Si lo so il titolo sembra strano e fuori luogo ma capirete....Oltre a qui seguo anche un sito di annunci; ovviamente mi interessano le belle Trav, e mi colpisce un annuncio ricorrente dalle mie parti, né lontano né vicino: Lei si presenta con chiarezza e decisione, cerca compagnia, passione ma anche dolcezza, vuole foto, è selettiva.... Le rispondo con foto, ma non riesco a convincerla, non le interesso, non la colpisco.
Dopo qualche tempo vedo una nuova arrivata qui su Annunci69. Leggo il profilo, le scrivo per darle il benvenuto. Lo faccio con tutte le nuove con cui ci può essere intesa in base alle nostre caratteristiche. Le foto sono belle, direi fatte con stile, sensuali ma non volgari, di classe.

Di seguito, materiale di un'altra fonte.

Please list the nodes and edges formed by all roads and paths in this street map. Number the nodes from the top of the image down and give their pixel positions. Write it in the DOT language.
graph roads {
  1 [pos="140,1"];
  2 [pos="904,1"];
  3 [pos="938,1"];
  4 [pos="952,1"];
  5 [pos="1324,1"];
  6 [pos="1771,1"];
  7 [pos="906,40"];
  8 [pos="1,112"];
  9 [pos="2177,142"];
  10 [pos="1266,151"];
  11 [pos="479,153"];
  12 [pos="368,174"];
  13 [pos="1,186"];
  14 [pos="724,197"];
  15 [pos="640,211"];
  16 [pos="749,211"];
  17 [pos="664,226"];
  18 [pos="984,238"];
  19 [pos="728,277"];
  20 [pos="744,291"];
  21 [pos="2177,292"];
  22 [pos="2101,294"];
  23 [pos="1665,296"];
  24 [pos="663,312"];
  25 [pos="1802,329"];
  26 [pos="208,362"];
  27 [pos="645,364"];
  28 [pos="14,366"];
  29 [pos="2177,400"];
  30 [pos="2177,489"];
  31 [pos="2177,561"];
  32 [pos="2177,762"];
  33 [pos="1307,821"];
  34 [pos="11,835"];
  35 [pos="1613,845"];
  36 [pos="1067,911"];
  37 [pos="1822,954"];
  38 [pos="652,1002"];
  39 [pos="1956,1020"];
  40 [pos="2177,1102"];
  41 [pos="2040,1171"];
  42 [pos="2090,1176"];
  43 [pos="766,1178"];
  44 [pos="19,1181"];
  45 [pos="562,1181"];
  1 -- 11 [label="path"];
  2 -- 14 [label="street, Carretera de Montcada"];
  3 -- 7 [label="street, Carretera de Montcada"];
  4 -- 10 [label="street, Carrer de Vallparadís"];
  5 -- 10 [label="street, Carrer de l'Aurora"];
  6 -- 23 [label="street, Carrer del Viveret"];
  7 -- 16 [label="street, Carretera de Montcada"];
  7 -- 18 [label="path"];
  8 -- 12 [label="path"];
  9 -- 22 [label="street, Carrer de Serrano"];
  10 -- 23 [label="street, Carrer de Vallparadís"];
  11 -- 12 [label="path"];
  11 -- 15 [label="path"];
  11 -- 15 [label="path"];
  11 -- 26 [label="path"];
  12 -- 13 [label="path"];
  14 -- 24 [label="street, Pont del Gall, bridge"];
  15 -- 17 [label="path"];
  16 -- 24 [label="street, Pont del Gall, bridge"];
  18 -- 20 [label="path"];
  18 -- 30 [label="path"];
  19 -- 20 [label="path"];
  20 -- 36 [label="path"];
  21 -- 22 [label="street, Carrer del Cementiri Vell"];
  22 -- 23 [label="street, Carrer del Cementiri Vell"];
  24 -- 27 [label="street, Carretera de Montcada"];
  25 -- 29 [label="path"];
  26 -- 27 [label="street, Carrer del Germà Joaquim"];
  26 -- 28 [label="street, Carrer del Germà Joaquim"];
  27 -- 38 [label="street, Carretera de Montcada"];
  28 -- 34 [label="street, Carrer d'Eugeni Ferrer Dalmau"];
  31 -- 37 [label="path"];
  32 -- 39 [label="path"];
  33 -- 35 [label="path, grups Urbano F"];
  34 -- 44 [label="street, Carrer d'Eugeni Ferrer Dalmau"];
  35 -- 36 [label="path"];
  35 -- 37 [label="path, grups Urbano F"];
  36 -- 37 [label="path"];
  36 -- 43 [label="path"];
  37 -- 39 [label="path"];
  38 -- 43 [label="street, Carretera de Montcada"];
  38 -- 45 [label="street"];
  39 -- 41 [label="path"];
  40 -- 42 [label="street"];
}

Ovviamente ci riprovo e capisco che ci siamo già scritti per l'altro annuncio. Ma è ancora fredda e mi da poche o nessuna speranza.
Però adesso ho un canale in più e comincio a parlarle, con discrezione, come faccio sempre. Mi risponde...
Prendo un poco di coraggio e mi presento meglio, tento di incuriosirla.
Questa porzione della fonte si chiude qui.